I think QNX applied for POSIX compliance to get more credibility. In a world where everything is Windows or Unix, it’s hard to draw people to your platform, even if it’s much superior. So by being _officially 100%_ POSIX compliant, QNX can get customers from the Unix world as well.
Still Linux and NetBSD maybe aren’t 100% POSIX compliant, and at any rate not officially anyway, but people use them because there’s reasonable documentation out there (though I dont know if NetBSD is being seriously used in the field already).
>>>>I think QNX applied for POSIX compliance to get more credibility. In a world where everything is Windows or Unix, it’s hard to draw people to your platform, even if it’s much superior. So by being _officially 100%_ POSIX compliant, QNX can get customers from the Unix world as well.
Except that Unix and Windows doesn’t play any significant roles in the embedded world (even DOS has a bigger market share in the embedded market) — your argument falls flat. Why would QNX wants to attract Unix customers when Unix is not used in embedded market.
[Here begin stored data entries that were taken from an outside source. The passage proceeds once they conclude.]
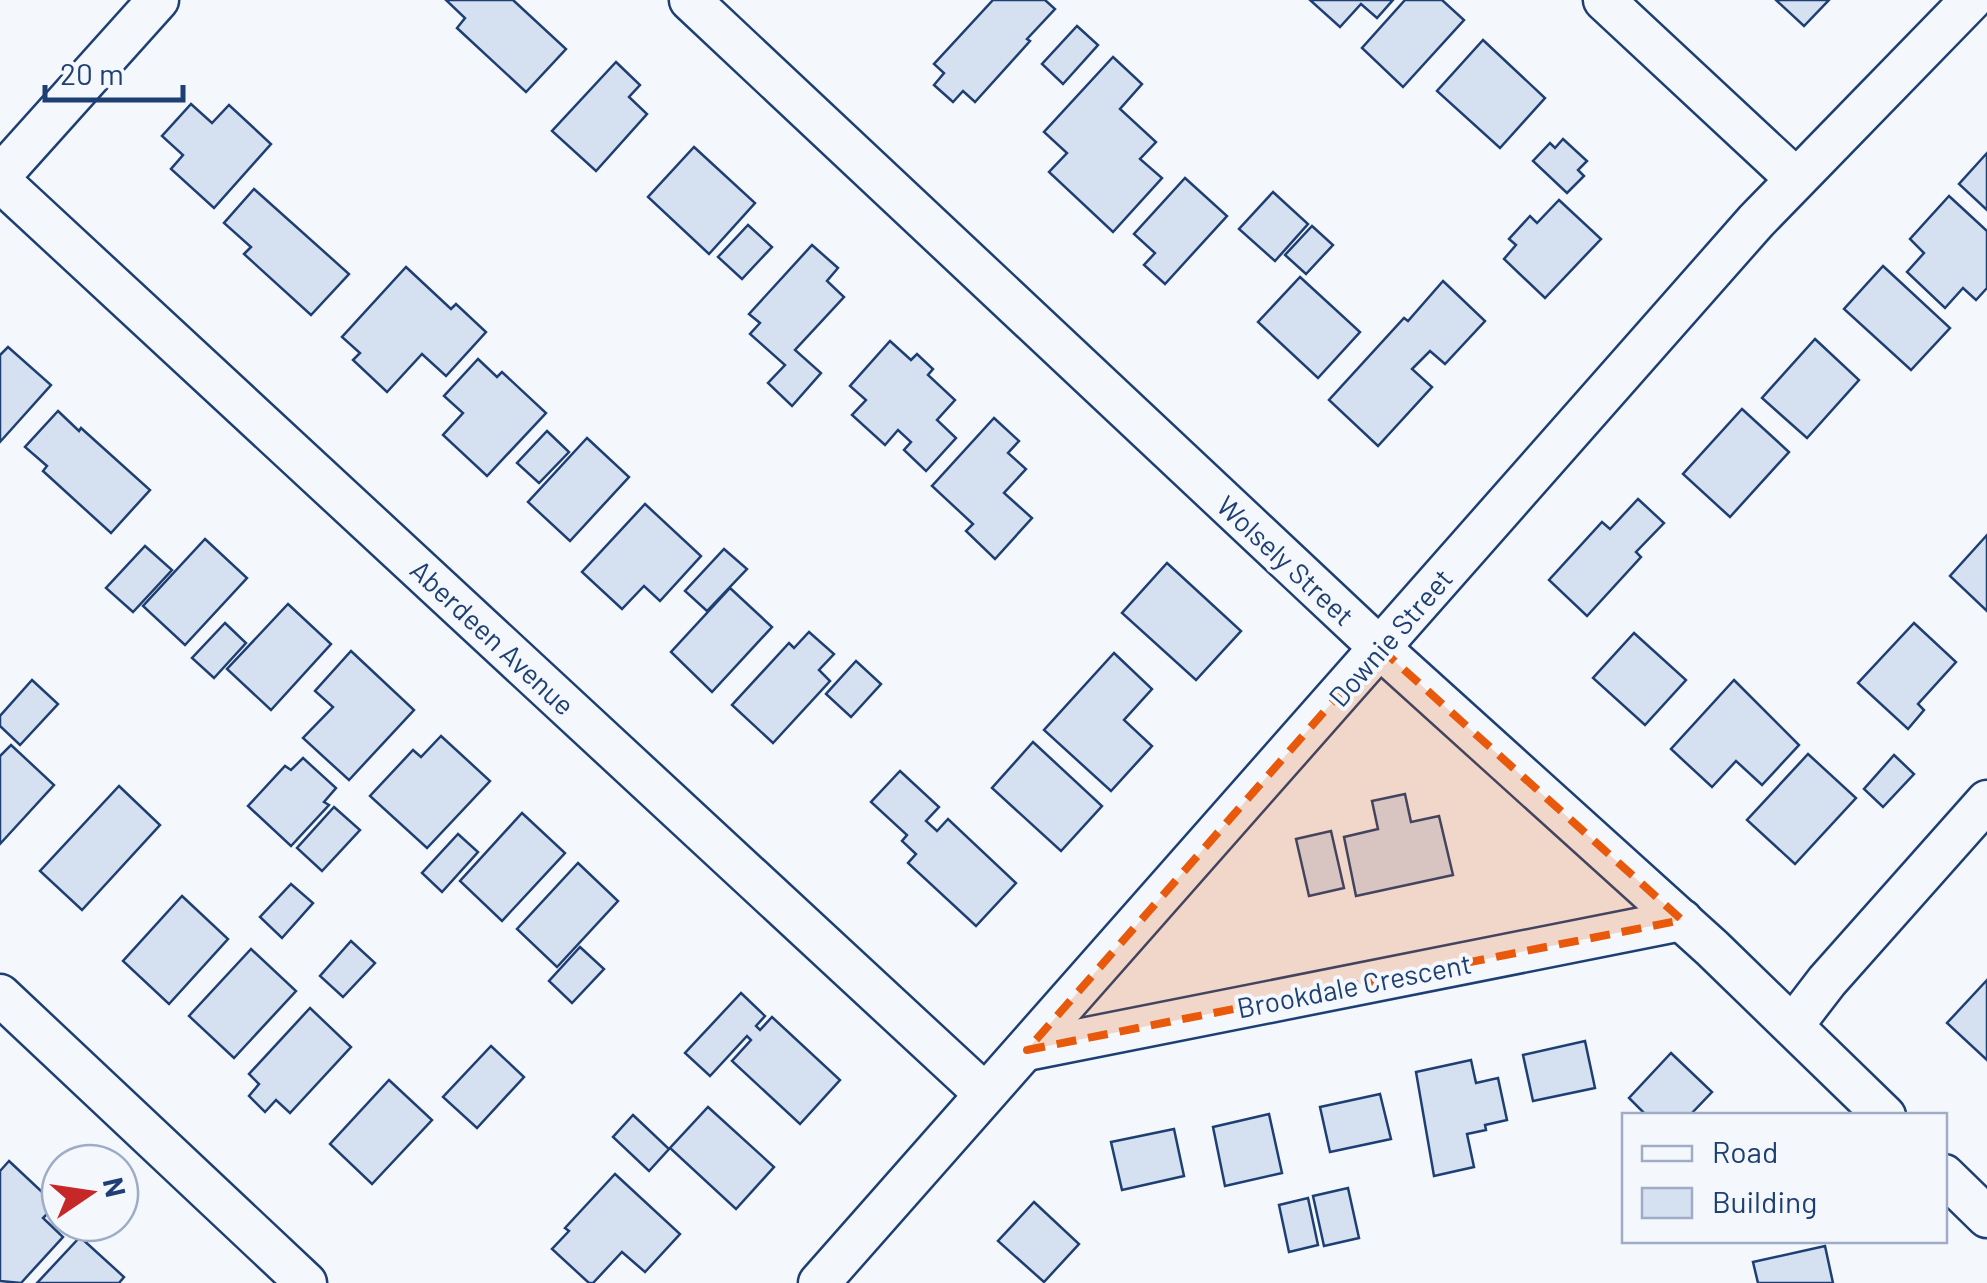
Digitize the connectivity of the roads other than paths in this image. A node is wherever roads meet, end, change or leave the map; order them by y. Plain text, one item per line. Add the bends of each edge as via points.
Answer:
1 (158, 0) edge
2 (690, 0) edge
3 (1604, 0) edge
4 (1970, 0) edge
5 (0, 178) edge
6 (1795, 178) junction
7 (1380, 648) junction
8 (1987, 802) edge
9 (1682, 920) junction
10 (0, 995) edge
11 (1794, 1024) junction
12 (1027, 1050) junction
13 (985, 1094) junction
14 (1882, 1113) edge
15 (1947, 1178) edge
16 (1987, 1217) edge
17 (306, 1283) edge
18 (819, 1283) edge

1 - 5 street
2 - 7 street, Wolsely Street
3 - 6 street
4 - 6 street, Downie Street
5 - 13 street, Aberdeen Avenue
6 - 7 street, Downie Street
7 - 9 street, Wolsely Street
7 - 12 street, Downie Street
8 - 11 street
9 - 11 street, Wolsely Street
9 - 12 street, Brookdale Crescent
10 - 17 street
11 - 14 street, Wolsely Street
12 - 13 street, Downie Street
13 - 18 street, Downie Street
15 - 16 street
If you want credibility, the lynx and the qnx’s are certified for FAA and nuclear power stations — the 2 hardest certifications in the world. There is no credibility added for POSIX — the microsoft’s, beos, linux dilutes the meaning of POSIX compliance.
The US Government requires that all operating systems purchased have some sort of POSIX requirement. That’s why Windows NT, for example, has a useless POSIX library included.
That having been said, this article was not about POSIX compatability I don’t think anything in the article was trumpeting NetBSD’s POSIX complience; it completely talked about it’s device driver abstraction and other *real* things that make it portable, along with a lot of details that could help other operating systems for someone who wants to implement or improve other operating systems or who wants to use NetBSD as an easy to port solution for a platform needing an OS.
What he failed to mention was NetBSD’s usefulness outside of the embedded sphere; I’m running it on a i386 because I find it elegant, and it has excellent source code and documentation. Of course, Wasabi seems to be primarily an embedded company, though it contributes *a lot* to NetBSD as a whole; much as Red Hat, SuSE, IBM, and others employ programmers who contribute to Linux.